How to get the IEEE 754 binary representation of a float in C#
.NET Single and Double are already in IEEE-754 format. You can use BitConverter.ToSingle() and ToDouble() to convert byte[] to floating point, GetBytes() to go the other way around.

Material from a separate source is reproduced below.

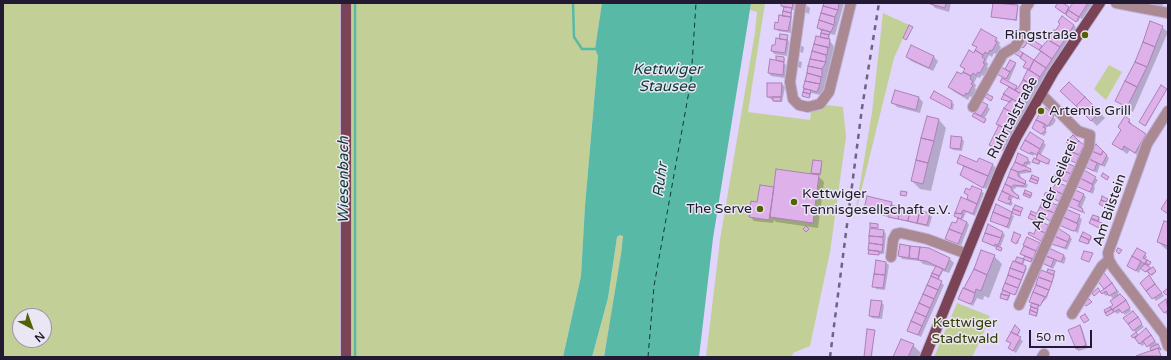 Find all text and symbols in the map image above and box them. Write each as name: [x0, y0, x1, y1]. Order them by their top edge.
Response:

Update for current .NET/C# using spans:
static void Main()
{
Span<byte> data = stackalloc byte[20];
GetBytes(0, data, 0);
GetBytes(123.45F, data, 4);
GetBytes(123.45D, data, 8);
}
static unsafe void GetBytes(float value, Span<byte> buffer, int offset)
=> MemoryMarshal.Cast<byte, float>(buffer.Slice(offset))[0] = value;
static unsafe void GetBytes(double value, Span<byte> buffer, int offset)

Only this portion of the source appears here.